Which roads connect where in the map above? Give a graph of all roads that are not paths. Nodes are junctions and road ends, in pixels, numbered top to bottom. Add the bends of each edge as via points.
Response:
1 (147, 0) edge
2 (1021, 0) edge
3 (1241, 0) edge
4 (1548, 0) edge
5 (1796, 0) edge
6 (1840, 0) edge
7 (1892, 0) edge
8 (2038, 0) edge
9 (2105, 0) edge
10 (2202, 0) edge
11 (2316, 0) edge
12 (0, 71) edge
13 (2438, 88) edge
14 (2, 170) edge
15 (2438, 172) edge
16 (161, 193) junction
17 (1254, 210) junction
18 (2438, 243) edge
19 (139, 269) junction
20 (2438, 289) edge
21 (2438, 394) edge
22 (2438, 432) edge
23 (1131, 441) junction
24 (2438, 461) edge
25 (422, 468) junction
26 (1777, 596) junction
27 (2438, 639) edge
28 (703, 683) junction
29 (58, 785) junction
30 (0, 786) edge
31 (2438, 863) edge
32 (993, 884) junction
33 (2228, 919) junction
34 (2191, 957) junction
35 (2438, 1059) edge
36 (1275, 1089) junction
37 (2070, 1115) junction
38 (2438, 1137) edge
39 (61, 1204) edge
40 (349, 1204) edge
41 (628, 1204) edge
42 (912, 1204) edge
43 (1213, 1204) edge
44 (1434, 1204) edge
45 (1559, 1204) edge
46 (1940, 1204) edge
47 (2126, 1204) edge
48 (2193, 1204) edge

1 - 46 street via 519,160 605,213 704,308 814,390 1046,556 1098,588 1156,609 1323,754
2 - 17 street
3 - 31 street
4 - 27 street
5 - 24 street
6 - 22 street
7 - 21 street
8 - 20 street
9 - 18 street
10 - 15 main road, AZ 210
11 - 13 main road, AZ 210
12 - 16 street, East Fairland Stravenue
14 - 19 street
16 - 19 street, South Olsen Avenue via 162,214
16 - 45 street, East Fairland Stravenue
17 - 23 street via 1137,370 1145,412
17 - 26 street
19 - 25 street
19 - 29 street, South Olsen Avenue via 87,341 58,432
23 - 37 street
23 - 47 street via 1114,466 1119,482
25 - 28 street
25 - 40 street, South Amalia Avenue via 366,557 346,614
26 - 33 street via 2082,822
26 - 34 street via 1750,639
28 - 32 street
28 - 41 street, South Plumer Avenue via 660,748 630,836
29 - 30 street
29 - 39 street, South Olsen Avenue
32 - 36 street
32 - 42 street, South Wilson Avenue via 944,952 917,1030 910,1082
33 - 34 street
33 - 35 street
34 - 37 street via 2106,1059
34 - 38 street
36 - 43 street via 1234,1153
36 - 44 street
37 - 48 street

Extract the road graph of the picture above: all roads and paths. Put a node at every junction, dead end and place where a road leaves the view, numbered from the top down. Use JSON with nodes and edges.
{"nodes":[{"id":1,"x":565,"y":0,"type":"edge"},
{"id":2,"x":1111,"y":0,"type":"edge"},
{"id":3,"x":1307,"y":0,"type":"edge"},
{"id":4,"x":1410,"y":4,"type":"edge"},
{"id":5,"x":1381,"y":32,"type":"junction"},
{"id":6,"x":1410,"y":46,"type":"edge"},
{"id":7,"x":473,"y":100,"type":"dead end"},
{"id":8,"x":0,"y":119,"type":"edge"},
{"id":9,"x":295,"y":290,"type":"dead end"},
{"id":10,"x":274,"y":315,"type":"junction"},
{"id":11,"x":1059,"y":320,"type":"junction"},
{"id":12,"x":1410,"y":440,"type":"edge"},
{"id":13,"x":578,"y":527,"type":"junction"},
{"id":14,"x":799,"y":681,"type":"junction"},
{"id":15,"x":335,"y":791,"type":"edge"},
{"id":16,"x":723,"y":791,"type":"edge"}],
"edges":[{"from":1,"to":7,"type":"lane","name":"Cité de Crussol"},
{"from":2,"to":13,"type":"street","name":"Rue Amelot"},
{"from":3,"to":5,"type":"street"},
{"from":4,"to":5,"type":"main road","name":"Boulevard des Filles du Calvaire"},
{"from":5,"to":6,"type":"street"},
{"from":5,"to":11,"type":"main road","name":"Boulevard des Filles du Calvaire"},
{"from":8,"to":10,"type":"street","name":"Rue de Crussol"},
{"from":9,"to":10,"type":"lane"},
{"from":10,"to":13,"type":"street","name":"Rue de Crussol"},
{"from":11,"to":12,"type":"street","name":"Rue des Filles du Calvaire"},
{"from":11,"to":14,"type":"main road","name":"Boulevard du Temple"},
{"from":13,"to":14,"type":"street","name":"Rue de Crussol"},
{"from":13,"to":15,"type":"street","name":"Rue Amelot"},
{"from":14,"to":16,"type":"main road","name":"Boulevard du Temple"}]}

+++

* [Exercise instructions]: Every line of the material must be returned exactly as it appears.

* [Solution below]:
Which roads connect where in the map above? Give a graph of all roads that are not paths. Nodes are junctions and road ends, in pixels, numbered top to bottom. Add the bends of each edge as via points.
Response:
1 (147, 0) edge
2 (1021, 0) edge
3 (1241, 0) edge
4 (1548, 0) edge
5 (1796, 0) edge
6 (1840, 0) edge
7 (1892, 0) edge
8 (2038, 0) edge
9 (2105, 0) edge
10 (2202, 0) edge
11 (2316, 0) edge
12 (0, 71) edge
13 (2438, 88) edge
14 (2, 170) edge
15 (2438, 172) edge
16 (161, 193) junction
17 (1254, 210) junction
18 (2438, 243) edge
19 (139, 269) junction
20 (2438, 289) edge
21 (2438, 394) edge
22 (2438, 432) edge
23 (1131, 441) junction
24 (2438, 461) edge
25 (422, 468) junction
26 (1777, 596) junction
27 (2438, 639) edge
28 (703, 683) junction
29 (58, 785) junction
30 (0, 786) edge
31 (2438, 863) edge
32 (993, 884) junction
33 (2228, 919) junction
34 (2191, 957) junction
35 (2438, 1059) edge
36 (1275, 1089) junction
37 (2070, 1115) junction
38 (2438, 1137) edge
39 (61, 1204) edge
40 (349, 1204) edge
41 (628, 1204) edge
42 (912, 1204) edge
43 (1213, 1204) edge
44 (1434, 1204) edge
45 (1559, 1204) edge
46 (1940, 1204) edge
47 (2126, 1204) edge
48 (2193, 1204) edge

1 - 46 street via 519,160 605,213 704,308 814,390 1046,556 1098,588 1156,609 1323,754
2 - 17 street
3 - 31 street
4 - 27 street
5 - 24 street
6 - 22 street
7 - 21 street
8 - 20 street
9 - 18 street
10 - 15 main road, AZ 210
11 - 13 main road, AZ 210
12 - 16 street, East Fairland Stravenue
14 - 19 street
16 - 19 street, South Olsen Avenue via 162,214
16 - 45 street, East Fairland Stravenue
17 - 23 street via 1137,370 1145,412
17 - 26 street
19 - 25 street
19 - 29 street, South Olsen Avenue via 87,341 58,432
23 - 37 street
23 - 47 street via 1114,466 1119,482
25 - 28 street
25 - 40 street, South Amalia Avenue via 366,557 346,614
26 - 33 street via 2082,822
26 - 34 street via 1750,639
28 - 32 street
28 - 41 street, South Plumer Avenue via 660,748 630,836
29 - 30 street
29 - 39 street, South Olsen Avenue
32 - 36 street
32 - 42 street, South Wilson Avenue via 944,952 917,1030 910,1082
33 - 34 street
33 - 35 street
34 - 37 street via 2106,1059
34 - 38 street
36 - 43 street via 1234,1153
36 - 44 street
37 - 48 street

Extract the road graph of the picture above: all roads and paths. Put a node at every junction, dead end and place where a road leaves the view, numbered from the top down. Use JSON with nodes and edges.
{"nodes":[{"id":1,"x":565,"y":0,"type":"edge"},
{"id":2,"x":1111,"y":0,"type":"edge"},
{"id":3,"x":1307,"y":0,"type":"edge"},
{"id":4,"x":1410,"y":4,"type":"edge"},
{"id":5,"x":1381,"y":32,"type":"junction"},
{"id":6,"x":1410,"y":46,"type":"edge"},
{"id":7,"x":473,"y":100,"type":"dead end"},
{"id":8,"x":0,"y":119,"type":"edge"},
{"id":9,"x":295,"y":290,"type":"dead end"},
{"id":10,"x":274,"y":315,"type":"junction"},
{"id":11,"x":1059,"y":320,"type":"junction"},
{"id":12,"x":1410,"y":440,"type":"edge"},
{"id":13,"x":578,"y":527,"type":"junction"},
{"id":14,"x":799,"y":681,"type":"junction"},
{"id":15,"x":335,"y":791,"type":"edge"},
{"id":16,"x":723,"y":791,"type":"edge"}],
"edges":[{"from":1,"to":7,"type":"lane","name":"Cité de Crussol"},
{"from":2,"to":13,"type":"street","name":"Rue Amelot"},
{"from":3,"to":5,"type":"street"},
{"from":4,"to":5,"type":"main road","name":"Boulevard des Filles du Calvaire"},
{"from":5,"to":6,"type":"street"},
{"from":5,"to":11,"type":"main road","name":"Boulevard des Filles du Calvaire"},
{"from":8,"to":10,"type":"street","name":"Rue de Crussol"},
{"from":9,"to":10,"type":"lane"},
{"from":10,"to":13,"type":"street","name":"Rue de Crussol"},
{"from":11,"to":12,"type":"street","name":"Rue des Filles du Calvaire"},
{"from":11,"to":14,"type":"main road","name":"Boulevard du Temple"},
{"from":13,"to":14,"type":"street","name":"Rue de Crussol"},
{"from":13,"to":15,"type":"street","name":"Rue Amelot"},
{"from":14,"to":16,"type":"main road","name":"Boulevard du Temple"}]}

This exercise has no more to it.